# [EXERCISE REQUIREMENTS]
What follows is a set of records; repeat them exactly, without the pictures.

# [Collected data entries]
* * * * *

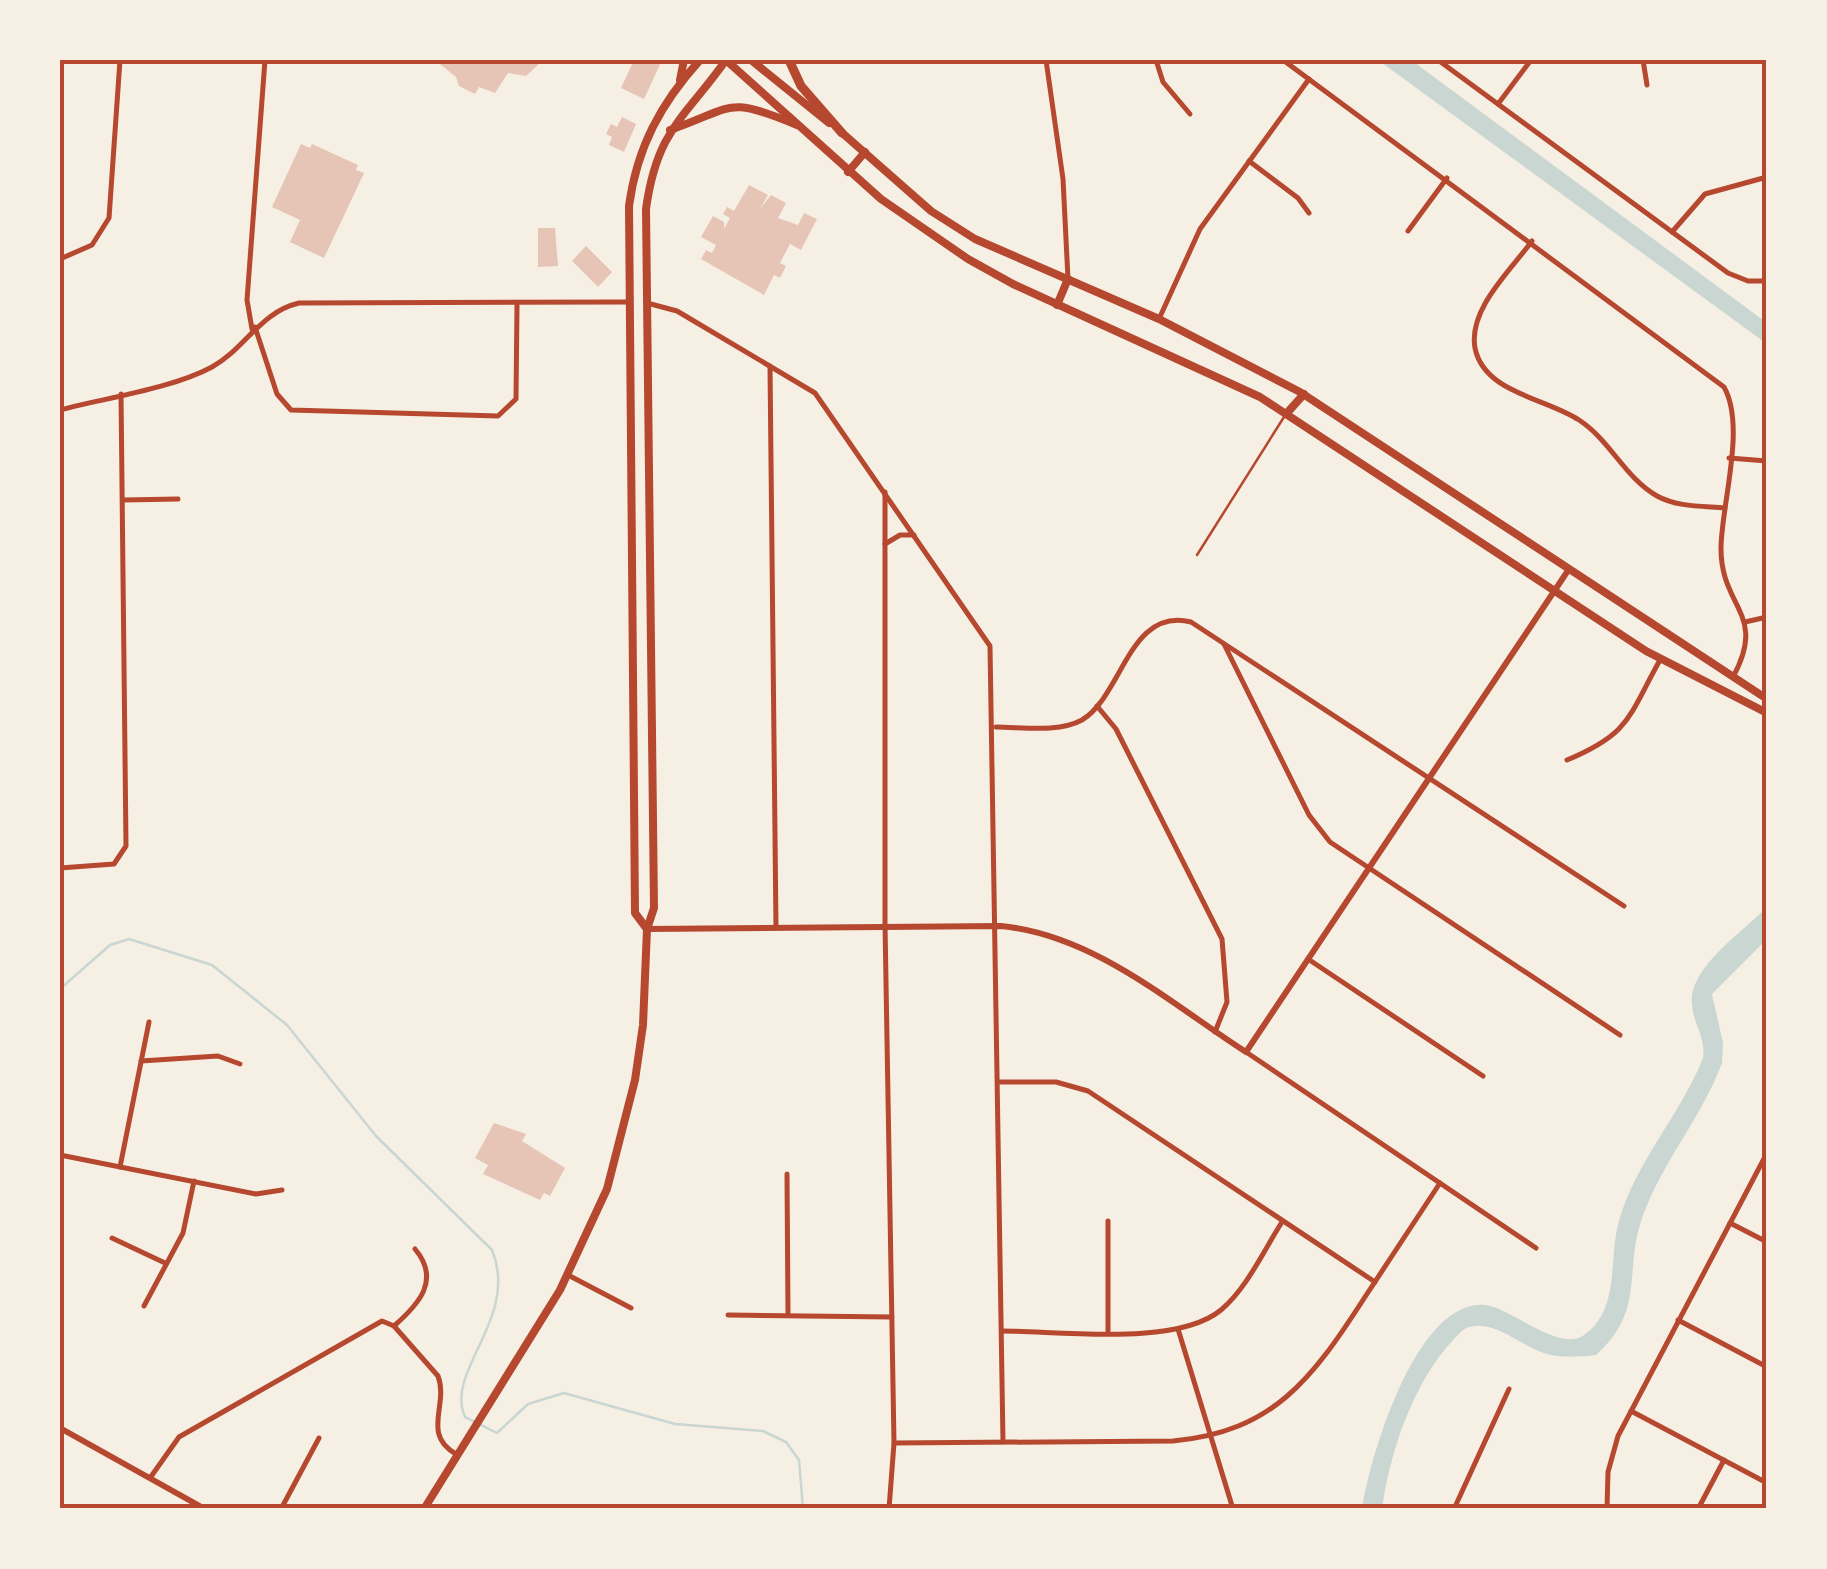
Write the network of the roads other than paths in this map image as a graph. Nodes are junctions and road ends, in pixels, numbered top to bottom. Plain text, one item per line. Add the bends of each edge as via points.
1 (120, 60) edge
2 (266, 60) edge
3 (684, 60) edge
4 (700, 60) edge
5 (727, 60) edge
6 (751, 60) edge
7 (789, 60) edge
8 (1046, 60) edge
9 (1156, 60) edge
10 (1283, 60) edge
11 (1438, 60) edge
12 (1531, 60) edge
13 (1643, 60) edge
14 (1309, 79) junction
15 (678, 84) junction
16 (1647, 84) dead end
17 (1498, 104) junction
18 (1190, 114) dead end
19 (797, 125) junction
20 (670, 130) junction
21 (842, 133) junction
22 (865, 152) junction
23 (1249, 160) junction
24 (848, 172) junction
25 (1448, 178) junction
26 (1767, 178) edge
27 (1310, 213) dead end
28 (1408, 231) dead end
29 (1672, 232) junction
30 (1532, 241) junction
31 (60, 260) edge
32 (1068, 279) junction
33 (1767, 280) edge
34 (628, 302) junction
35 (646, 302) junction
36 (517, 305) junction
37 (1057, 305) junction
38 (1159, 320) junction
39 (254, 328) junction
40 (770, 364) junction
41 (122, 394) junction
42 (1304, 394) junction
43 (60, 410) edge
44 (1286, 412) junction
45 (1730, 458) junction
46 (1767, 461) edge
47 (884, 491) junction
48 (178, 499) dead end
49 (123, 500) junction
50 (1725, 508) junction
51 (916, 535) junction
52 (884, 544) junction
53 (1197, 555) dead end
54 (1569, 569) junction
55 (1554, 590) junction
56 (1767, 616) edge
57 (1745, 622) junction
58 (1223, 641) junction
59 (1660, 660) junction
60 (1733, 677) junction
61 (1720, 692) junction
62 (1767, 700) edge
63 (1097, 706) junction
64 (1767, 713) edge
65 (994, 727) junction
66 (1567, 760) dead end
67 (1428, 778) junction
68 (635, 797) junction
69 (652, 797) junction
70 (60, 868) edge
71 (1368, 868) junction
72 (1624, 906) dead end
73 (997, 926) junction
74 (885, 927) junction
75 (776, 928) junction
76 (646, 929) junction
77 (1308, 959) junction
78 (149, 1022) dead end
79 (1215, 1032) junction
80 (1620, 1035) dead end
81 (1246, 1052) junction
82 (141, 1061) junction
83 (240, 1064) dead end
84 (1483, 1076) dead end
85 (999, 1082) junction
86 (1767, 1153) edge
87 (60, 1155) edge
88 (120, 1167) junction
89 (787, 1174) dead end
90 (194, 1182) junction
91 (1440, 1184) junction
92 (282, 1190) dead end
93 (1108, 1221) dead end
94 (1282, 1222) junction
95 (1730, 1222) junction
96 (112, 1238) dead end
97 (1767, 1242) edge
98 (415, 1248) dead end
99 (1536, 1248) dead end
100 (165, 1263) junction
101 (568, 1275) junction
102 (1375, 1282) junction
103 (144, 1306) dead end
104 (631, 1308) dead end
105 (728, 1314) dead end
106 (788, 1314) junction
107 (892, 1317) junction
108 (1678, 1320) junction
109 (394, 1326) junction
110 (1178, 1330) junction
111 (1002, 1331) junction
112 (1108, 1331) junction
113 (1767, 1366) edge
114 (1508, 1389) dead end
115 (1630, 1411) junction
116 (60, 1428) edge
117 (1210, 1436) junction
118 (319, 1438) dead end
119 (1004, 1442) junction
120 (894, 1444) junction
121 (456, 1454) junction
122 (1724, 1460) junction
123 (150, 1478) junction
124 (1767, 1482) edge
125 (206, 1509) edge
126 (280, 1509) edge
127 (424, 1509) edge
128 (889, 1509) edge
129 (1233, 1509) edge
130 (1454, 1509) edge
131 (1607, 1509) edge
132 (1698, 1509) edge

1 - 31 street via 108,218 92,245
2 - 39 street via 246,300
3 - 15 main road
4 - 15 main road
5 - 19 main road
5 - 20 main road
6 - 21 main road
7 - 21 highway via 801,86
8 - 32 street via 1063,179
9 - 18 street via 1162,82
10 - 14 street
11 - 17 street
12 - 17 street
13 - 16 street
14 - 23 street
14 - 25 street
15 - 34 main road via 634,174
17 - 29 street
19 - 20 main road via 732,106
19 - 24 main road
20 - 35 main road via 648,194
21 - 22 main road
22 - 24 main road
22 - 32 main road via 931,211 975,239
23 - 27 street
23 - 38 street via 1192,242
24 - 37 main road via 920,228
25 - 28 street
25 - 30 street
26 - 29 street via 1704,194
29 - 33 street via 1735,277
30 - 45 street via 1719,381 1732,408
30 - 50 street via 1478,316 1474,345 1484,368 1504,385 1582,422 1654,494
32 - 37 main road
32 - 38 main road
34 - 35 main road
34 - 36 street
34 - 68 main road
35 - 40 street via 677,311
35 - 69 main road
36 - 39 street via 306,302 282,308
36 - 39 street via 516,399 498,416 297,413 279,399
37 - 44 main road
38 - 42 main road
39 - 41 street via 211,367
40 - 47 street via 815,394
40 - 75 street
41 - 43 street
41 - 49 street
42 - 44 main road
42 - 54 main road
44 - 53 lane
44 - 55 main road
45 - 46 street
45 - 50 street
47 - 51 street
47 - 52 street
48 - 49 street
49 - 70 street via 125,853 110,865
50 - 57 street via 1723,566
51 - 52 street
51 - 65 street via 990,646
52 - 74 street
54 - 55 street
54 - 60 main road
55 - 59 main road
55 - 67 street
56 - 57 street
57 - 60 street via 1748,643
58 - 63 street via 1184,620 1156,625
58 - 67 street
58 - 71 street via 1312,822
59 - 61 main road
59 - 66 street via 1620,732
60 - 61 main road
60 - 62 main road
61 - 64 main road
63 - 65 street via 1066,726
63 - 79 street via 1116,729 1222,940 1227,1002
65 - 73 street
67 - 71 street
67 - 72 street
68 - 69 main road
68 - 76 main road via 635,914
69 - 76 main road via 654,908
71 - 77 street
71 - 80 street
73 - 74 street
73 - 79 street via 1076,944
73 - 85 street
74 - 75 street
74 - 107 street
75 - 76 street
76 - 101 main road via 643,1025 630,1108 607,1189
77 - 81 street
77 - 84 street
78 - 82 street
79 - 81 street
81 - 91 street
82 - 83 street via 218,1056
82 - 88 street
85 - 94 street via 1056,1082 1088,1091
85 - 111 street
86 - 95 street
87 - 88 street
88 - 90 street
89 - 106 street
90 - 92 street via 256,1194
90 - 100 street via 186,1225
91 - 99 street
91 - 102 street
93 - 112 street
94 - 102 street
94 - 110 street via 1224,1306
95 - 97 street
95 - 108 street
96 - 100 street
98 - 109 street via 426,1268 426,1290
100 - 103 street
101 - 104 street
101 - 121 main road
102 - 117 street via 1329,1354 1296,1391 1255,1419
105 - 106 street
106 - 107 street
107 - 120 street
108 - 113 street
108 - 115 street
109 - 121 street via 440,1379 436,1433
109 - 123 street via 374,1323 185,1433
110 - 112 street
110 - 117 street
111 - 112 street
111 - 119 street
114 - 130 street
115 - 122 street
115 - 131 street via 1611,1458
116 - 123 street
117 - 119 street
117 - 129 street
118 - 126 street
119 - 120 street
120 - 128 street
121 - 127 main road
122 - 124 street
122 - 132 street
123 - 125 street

* * * * *

# [WRITTEN ANSWER]
Write the network of the roads other than paths in this map image as a graph. Nodes are junctions and road ends, in pixels, numbered top to bottom. Plain text, one item per line. Add the bends of each edge as via points.
1 (120, 60) edge
2 (266, 60) edge
3 (684, 60) edge
4 (700, 60) edge
5 (727, 60) edge
6 (751, 60) edge
7 (789, 60) edge
8 (1046, 60) edge
9 (1156, 60) edge
10 (1283, 60) edge
11 (1438, 60) edge
12 (1531, 60) edge
13 (1643, 60) edge
14 (1309, 79) junction
15 (678, 84) junction
16 (1647, 84) dead end
17 (1498, 104) junction
18 (1190, 114) dead end
19 (797, 125) junction
20 (670, 130) junction
21 (842, 133) junction
22 (865, 152) junction
23 (1249, 160) junction
24 (848, 172) junction
25 (1448, 178) junction
26 (1767, 178) edge
27 (1310, 213) dead end
28 (1408, 231) dead end
29 (1672, 232) junction
30 (1532, 241) junction
31 (60, 260) edge
32 (1068, 279) junction
33 (1767, 280) edge
34 (628, 302) junction
35 (646, 302) junction
36 (517, 305) junction
37 (1057, 305) junction
38 (1159, 320) junction
39 (254, 328) junction
40 (770, 364) junction
41 (122, 394) junction
42 (1304, 394) junction
43 (60, 410) edge
44 (1286, 412) junction
45 (1730, 458) junction
46 (1767, 461) edge
47 (884, 491) junction
48 (178, 499) dead end
49 (123, 500) junction
50 (1725, 508) junction
51 (916, 535) junction
52 (884, 544) junction
53 (1197, 555) dead end
54 (1569, 569) junction
55 (1554, 590) junction
56 (1767, 616) edge
57 (1745, 622) junction
58 (1223, 641) junction
59 (1660, 660) junction
60 (1733, 677) junction
61 (1720, 692) junction
62 (1767, 700) edge
63 (1097, 706) junction
64 (1767, 713) edge
65 (994, 727) junction
66 (1567, 760) dead end
67 (1428, 778) junction
68 (635, 797) junction
69 (652, 797) junction
70 (60, 868) edge
71 (1368, 868) junction
72 (1624, 906) dead end
73 (997, 926) junction
74 (885, 927) junction
75 (776, 928) junction
76 (646, 929) junction
77 (1308, 959) junction
78 (149, 1022) dead end
79 (1215, 1032) junction
80 (1620, 1035) dead end
81 (1246, 1052) junction
82 (141, 1061) junction
83 (240, 1064) dead end
84 (1483, 1076) dead end
85 (999, 1082) junction
86 (1767, 1153) edge
87 (60, 1155) edge
88 (120, 1167) junction
89 (787, 1174) dead end
90 (194, 1182) junction
91 (1440, 1184) junction
92 (282, 1190) dead end
93 (1108, 1221) dead end
94 (1282, 1222) junction
95 (1730, 1222) junction
96 (112, 1238) dead end
97 (1767, 1242) edge
98 (415, 1248) dead end
99 (1536, 1248) dead end
100 (165, 1263) junction
101 (568, 1275) junction
102 (1375, 1282) junction
103 (144, 1306) dead end
104 (631, 1308) dead end
105 (728, 1314) dead end
106 (788, 1314) junction
107 (892, 1317) junction
108 (1678, 1320) junction
109 (394, 1326) junction
110 (1178, 1330) junction
111 (1002, 1331) junction
112 (1108, 1331) junction
113 (1767, 1366) edge
114 (1508, 1389) dead end
115 (1630, 1411) junction
116 (60, 1428) edge
117 (1210, 1436) junction
118 (319, 1438) dead end
119 (1004, 1442) junction
120 (894, 1444) junction
121 (456, 1454) junction
122 (1724, 1460) junction
123 (150, 1478) junction
124 (1767, 1482) edge
125 (206, 1509) edge
126 (280, 1509) edge
127 (424, 1509) edge
128 (889, 1509) edge
129 (1233, 1509) edge
130 (1454, 1509) edge
131 (1607, 1509) edge
132 (1698, 1509) edge

1 - 31 street via 108,218 92,245
2 - 39 street via 246,300
3 - 15 main road
4 - 15 main road
5 - 19 main road
5 - 20 main road
6 - 21 main road
7 - 21 highway via 801,86
8 - 32 street via 1063,179
9 - 18 street via 1162,82
10 - 14 street
11 - 17 street
12 - 17 street
13 - 16 street
14 - 23 street
14 - 25 street
15 - 34 main road via 634,174
17 - 29 street
19 - 20 main road via 732,106
19 - 24 main road
20 - 35 main road via 648,194
21 - 22 main road
22 - 24 main road
22 - 32 main road via 931,211 975,239
23 - 27 street
23 - 38 street via 1192,242
24 - 37 main road via 920,228
25 - 28 street
25 - 30 street
26 - 29 street via 1704,194
29 - 33 street via 1735,277
30 - 45 street via 1719,381 1732,408
30 - 50 street via 1478,316 1474,345 1484,368 1504,385 1582,422 1654,494
32 - 37 main road
32 - 38 main road
34 - 35 main road
34 - 36 street
34 - 68 main road
35 - 40 street via 677,311
35 - 69 main road
36 - 39 street via 306,302 282,308
36 - 39 street via 516,399 498,416 297,413 279,399
37 - 44 main road
38 - 42 main road
39 - 41 street via 211,367
40 - 47 street via 815,394
40 - 75 street
41 - 43 street
41 - 49 street
42 - 44 main road
42 - 54 main road
44 - 53 lane
44 - 55 main road
45 - 46 street
45 - 50 street
47 - 51 street
47 - 52 street
48 - 49 street
49 - 70 street via 125,853 110,865
50 - 57 street via 1723,566
51 - 52 street
51 - 65 street via 990,646
52 - 74 street
54 - 55 street
54 - 60 main road
55 - 59 main road
55 - 67 street
56 - 57 street
57 - 60 street via 1748,643
58 - 63 street via 1184,620 1156,625
58 - 67 street
58 - 71 street via 1312,822
59 - 61 main road
59 - 66 street via 1620,732
60 - 61 main road
60 - 62 main road
61 - 64 main road
63 - 65 street via 1066,726
63 - 79 street via 1116,729 1222,940 1227,1002
65 - 73 street
67 - 71 street
67 - 72 street
68 - 69 main road
68 - 76 main road via 635,914
69 - 76 main road via 654,908
71 - 77 street
71 - 80 street
73 - 74 street
73 - 79 street via 1076,944
73 - 85 street
74 - 75 street
74 - 107 street
75 - 76 street
76 - 101 main road via 643,1025 630,1108 607,1189
77 - 81 street
77 - 84 street
78 - 82 street
79 - 81 street
81 - 91 street
82 - 83 street via 218,1056
82 - 88 street
85 - 94 street via 1056,1082 1088,1091
85 - 111 street
86 - 95 street
87 - 88 street
88 - 90 street
89 - 106 street
90 - 92 street via 256,1194
90 - 100 street via 186,1225
91 - 99 street
91 - 102 street
93 - 112 street
94 - 102 street
94 - 110 street via 1224,1306
95 - 97 street
95 - 108 street
96 - 100 street
98 - 109 street via 426,1268 426,1290
100 - 103 street
101 - 104 street
101 - 121 main road
102 - 117 street via 1329,1354 1296,1391 1255,1419
105 - 106 street
106 - 107 street
107 - 120 street
108 - 113 street
108 - 115 street
109 - 121 street via 440,1379 436,1433
109 - 123 street via 374,1323 185,1433
110 - 112 street
110 - 117 street
111 - 112 street
111 - 119 street
114 - 130 street
115 - 122 street
115 - 131 street via 1611,1458
116 - 123 street
117 - 119 street
117 - 129 street
118 - 126 street
119 - 120 street
120 - 128 street
121 - 127 main road
122 - 124 street
122 - 132 street
123 - 125 street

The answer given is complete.